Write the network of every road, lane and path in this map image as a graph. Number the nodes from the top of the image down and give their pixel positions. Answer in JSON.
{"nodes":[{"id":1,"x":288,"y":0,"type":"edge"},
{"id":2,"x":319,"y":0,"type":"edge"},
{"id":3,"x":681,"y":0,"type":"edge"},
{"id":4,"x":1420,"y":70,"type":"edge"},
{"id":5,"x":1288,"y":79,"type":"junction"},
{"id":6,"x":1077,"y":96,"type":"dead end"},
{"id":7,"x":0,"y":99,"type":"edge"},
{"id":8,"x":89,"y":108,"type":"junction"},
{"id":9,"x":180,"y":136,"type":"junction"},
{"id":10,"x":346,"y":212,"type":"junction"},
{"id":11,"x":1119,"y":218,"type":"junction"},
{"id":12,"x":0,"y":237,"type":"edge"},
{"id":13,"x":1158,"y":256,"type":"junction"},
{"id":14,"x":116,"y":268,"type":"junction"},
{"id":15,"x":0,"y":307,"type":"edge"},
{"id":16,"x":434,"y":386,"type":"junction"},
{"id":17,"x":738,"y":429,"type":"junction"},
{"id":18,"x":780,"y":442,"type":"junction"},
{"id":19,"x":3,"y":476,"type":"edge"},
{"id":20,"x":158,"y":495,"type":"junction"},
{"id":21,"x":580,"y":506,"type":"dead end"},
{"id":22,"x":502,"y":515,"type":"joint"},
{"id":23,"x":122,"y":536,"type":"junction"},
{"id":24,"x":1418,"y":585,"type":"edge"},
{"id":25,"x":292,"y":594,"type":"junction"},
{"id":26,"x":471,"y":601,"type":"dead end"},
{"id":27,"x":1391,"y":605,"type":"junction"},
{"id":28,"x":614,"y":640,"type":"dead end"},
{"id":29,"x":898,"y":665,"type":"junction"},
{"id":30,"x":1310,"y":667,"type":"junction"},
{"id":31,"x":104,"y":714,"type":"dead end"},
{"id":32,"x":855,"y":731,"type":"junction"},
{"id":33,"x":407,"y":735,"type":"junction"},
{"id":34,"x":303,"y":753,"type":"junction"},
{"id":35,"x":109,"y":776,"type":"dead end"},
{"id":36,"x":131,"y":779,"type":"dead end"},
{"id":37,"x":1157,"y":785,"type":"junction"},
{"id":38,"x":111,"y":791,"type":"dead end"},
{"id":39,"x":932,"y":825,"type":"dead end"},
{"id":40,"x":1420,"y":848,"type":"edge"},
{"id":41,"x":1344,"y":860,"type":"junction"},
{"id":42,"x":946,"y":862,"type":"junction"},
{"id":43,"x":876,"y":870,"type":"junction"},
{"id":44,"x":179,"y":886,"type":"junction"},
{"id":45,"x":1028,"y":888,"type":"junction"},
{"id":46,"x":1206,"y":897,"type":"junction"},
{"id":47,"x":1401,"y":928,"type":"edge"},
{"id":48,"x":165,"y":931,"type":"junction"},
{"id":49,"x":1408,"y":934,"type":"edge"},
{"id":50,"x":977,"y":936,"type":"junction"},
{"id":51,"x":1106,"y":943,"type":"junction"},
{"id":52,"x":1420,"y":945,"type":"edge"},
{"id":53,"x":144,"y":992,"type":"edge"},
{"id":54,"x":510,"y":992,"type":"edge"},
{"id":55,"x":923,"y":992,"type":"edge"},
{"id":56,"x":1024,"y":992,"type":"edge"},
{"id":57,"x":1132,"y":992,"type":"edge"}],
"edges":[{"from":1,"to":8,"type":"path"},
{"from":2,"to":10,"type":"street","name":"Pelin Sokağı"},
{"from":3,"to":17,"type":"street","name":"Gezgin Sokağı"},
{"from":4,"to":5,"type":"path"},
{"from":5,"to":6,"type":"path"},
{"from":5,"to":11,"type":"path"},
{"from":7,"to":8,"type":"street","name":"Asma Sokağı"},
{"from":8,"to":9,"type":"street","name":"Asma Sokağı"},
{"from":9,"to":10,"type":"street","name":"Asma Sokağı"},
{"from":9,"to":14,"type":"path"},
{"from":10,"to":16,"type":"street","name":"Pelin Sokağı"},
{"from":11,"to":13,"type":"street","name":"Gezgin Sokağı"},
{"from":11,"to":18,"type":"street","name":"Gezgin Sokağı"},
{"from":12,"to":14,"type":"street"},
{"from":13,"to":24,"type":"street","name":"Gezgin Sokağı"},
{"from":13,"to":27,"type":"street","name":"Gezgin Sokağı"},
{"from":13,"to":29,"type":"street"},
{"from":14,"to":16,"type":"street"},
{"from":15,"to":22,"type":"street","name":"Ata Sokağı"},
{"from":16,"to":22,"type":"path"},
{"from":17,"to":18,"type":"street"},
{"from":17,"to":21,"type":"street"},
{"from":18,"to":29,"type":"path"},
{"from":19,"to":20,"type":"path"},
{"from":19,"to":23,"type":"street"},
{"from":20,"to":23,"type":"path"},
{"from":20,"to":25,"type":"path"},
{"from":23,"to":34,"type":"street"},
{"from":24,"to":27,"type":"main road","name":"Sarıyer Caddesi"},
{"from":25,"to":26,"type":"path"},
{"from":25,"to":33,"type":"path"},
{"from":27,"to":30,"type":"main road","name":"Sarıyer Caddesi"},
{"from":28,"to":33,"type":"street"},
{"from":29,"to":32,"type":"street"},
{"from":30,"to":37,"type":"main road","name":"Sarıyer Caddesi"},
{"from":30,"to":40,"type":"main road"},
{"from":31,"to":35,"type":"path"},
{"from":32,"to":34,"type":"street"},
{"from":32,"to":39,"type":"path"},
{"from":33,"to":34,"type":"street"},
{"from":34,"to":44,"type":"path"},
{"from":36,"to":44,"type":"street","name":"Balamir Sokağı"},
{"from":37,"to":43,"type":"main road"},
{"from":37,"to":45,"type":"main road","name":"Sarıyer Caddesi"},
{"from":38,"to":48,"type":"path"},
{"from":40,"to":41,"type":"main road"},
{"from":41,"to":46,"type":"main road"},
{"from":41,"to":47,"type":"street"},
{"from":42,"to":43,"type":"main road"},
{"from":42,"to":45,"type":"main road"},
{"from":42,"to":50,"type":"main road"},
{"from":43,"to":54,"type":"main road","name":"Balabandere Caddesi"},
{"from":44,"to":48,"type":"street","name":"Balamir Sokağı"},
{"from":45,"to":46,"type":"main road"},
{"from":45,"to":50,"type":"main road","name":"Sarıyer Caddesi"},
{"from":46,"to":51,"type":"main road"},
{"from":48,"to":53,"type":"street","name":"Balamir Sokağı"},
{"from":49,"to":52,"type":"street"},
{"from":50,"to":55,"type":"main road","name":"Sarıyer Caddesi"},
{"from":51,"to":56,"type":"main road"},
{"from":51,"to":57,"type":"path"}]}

++++++++++++++++++++

## Problem requirements
Using the records above as the source, restate each line verbatim.

## Expected output
Write the network of every road, lane and path in this map image as a graph. Number the nodes from the top of the image down and give their pixel positions. Answer in JSON.
{"nodes":[{"id":1,"x":288,"y":0,"type":"edge"},
{"id":2,"x":319,"y":0,"type":"edge"},
{"id":3,"x":681,"y":0,"type":"edge"},
{"id":4,"x":1420,"y":70,"type":"edge"},
{"id":5,"x":1288,"y":79,"type":"junction"},
{"id":6,"x":1077,"y":96,"type":"dead end"},
{"id":7,"x":0,"y":99,"type":"edge"},
{"id":8,"x":89,"y":108,"type":"junction"},
{"id":9,"x":180,"y":136,"type":"junction"},
{"id":10,"x":346,"y":212,"type":"junction"},
{"id":11,"x":1119,"y":218,"type":"junction"},
{"id":12,"x":0,"y":237,"type":"edge"},
{"id":13,"x":1158,"y":256,"type":"junction"},
{"id":14,"x":116,"y":268,"type":"junction"},
{"id":15,"x":0,"y":307,"type":"edge"},
{"id":16,"x":434,"y":386,"type":"junction"},
{"id":17,"x":738,"y":429,"type":"junction"},
{"id":18,"x":780,"y":442,"type":"junction"},
{"id":19,"x":3,"y":476,"type":"edge"},
{"id":20,"x":158,"y":495,"type":"junction"},
{"id":21,"x":580,"y":506,"type":"dead end"},
{"id":22,"x":502,"y":515,"type":"joint"},
{"id":23,"x":122,"y":536,"type":"junction"},
{"id":24,"x":1418,"y":585,"type":"edge"},
{"id":25,"x":292,"y":594,"type":"junction"},
{"id":26,"x":471,"y":601,"type":"dead end"},
{"id":27,"x":1391,"y":605,"type":"junction"},
{"id":28,"x":614,"y":640,"type":"dead end"},
{"id":29,"x":898,"y":665,"type":"junction"},
{"id":30,"x":1310,"y":667,"type":"junction"},
{"id":31,"x":104,"y":714,"type":"dead end"},
{"id":32,"x":855,"y":731,"type":"junction"},
{"id":33,"x":407,"y":735,"type":"junction"},
{"id":34,"x":303,"y":753,"type":"junction"},
{"id":35,"x":109,"y":776,"type":"dead end"},
{"id":36,"x":131,"y":779,"type":"dead end"},
{"id":37,"x":1157,"y":785,"type":"junction"},
{"id":38,"x":111,"y":791,"type":"dead end"},
{"id":39,"x":932,"y":825,"type":"dead end"},
{"id":40,"x":1420,"y":848,"type":"edge"},
{"id":41,"x":1344,"y":860,"type":"junction"},
{"id":42,"x":946,"y":862,"type":"junction"},
{"id":43,"x":876,"y":870,"type":"junction"},
{"id":44,"x":179,"y":886,"type":"junction"},
{"id":45,"x":1028,"y":888,"type":"junction"},
{"id":46,"x":1206,"y":897,"type":"junction"},
{"id":47,"x":1401,"y":928,"type":"edge"},
{"id":48,"x":165,"y":931,"type":"junction"},
{"id":49,"x":1408,"y":934,"type":"edge"},
{"id":50,"x":977,"y":936,"type":"junction"},
{"id":51,"x":1106,"y":943,"type":"junction"},
{"id":52,"x":1420,"y":945,"type":"edge"},
{"id":53,"x":144,"y":992,"type":"edge"},
{"id":54,"x":510,"y":992,"type":"edge"},
{"id":55,"x":923,"y":992,"type":"edge"},
{"id":56,"x":1024,"y":992,"type":"edge"},
{"id":57,"x":1132,"y":992,"type":"edge"}],
"edges":[{"from":1,"to":8,"type":"path"},
{"from":2,"to":10,"type":"street","name":"Pelin Sokağı"},
{"from":3,"to":17,"type":"street","name":"Gezgin Sokağı"},
{"from":4,"to":5,"type":"path"},
{"from":5,"to":6,"type":"path"},
{"from":5,"to":11,"type":"path"},
{"from":7,"to":8,"type":"street","name":"Asma Sokağı"},
{"from":8,"to":9,"type":"street","name":"Asma Sokağı"},
{"from":9,"to":10,"type":"street","name":"Asma Sokağı"},
{"from":9,"to":14,"type":"path"},
{"from":10,"to":16,"type":"street","name":"Pelin Sokağı"},
{"from":11,"to":13,"type":"street","name":"Gezgin Sokağı"},
{"from":11,"to":18,"type":"street","name":"Gezgin Sokağı"},
{"from":12,"to":14,"type":"street"},
{"from":13,"to":24,"type":"street","name":"Gezgin Sokağı"},
{"from":13,"to":27,"type":"street","name":"Gezgin Sokağı"},
{"from":13,"to":29,"type":"street"},
{"from":14,"to":16,"type":"street"},
{"from":15,"to":22,"type":"street","name":"Ata Sokağı"},
{"from":16,"to":22,"type":"path"},
{"from":17,"to":18,"type":"street"},
{"from":17,"to":21,"type":"street"},
{"from":18,"to":29,"type":"path"},
{"from":19,"to":20,"type":"path"},
{"from":19,"to":23,"type":"street"},
{"from":20,"to":23,"type":"path"},
{"from":20,"to":25,"type":"path"},
{"from":23,"to":34,"type":"street"},
{"from":24,"to":27,"type":"main road","name":"Sarıyer Caddesi"},
{"from":25,"to":26,"type":"path"},
{"from":25,"to":33,"type":"path"},
{"from":27,"to":30,"type":"main road","name":"Sarıyer Caddesi"},
{"from":28,"to":33,"type":"street"},
{"from":29,"to":32,"type":"street"},
{"from":30,"to":37,"type":"main road","name":"Sarıyer Caddesi"},
{"from":30,"to":40,"type":"main road"},
{"from":31,"to":35,"type":"path"},
{"from":32,"to":34,"type":"street"},
{"from":32,"to":39,"type":"path"},
{"from":33,"to":34,"type":"street"},
{"from":34,"to":44,"type":"path"},
{"from":36,"to":44,"type":"street","name":"Balamir Sokağı"},
{"from":37,"to":43,"type":"main road"},
{"from":37,"to":45,"type":"main road","name":"Sarıyer Caddesi"},
{"from":38,"to":48,"type":"path"},
{"from":40,"to":41,"type":"main road"},
{"from":41,"to":46,"type":"main road"},
{"from":41,"to":47,"type":"street"},
{"from":42,"to":43,"type":"main road"},
{"from":42,"to":45,"type":"main road"},
{"from":42,"to":50,"type":"main road"},
{"from":43,"to":54,"type":"main road","name":"Balabandere Caddesi"},
{"from":44,"to":48,"type":"street","name":"Balamir Sokağı"},
{"from":45,"to":46,"type":"main road"},
{"from":45,"to":50,"type":"main road","name":"Sarıyer Caddesi"},
{"from":46,"to":51,"type":"main road"},
{"from":48,"to":53,"type":"street","name":"Balamir Sokağı"},
{"from":49,"to":52,"type":"street"},
{"from":50,"to":55,"type":"main road","name":"Sarıyer Caddesi"},
{"from":51,"to":56,"type":"main road"},
{"from":51,"to":57,"type":"path"}]}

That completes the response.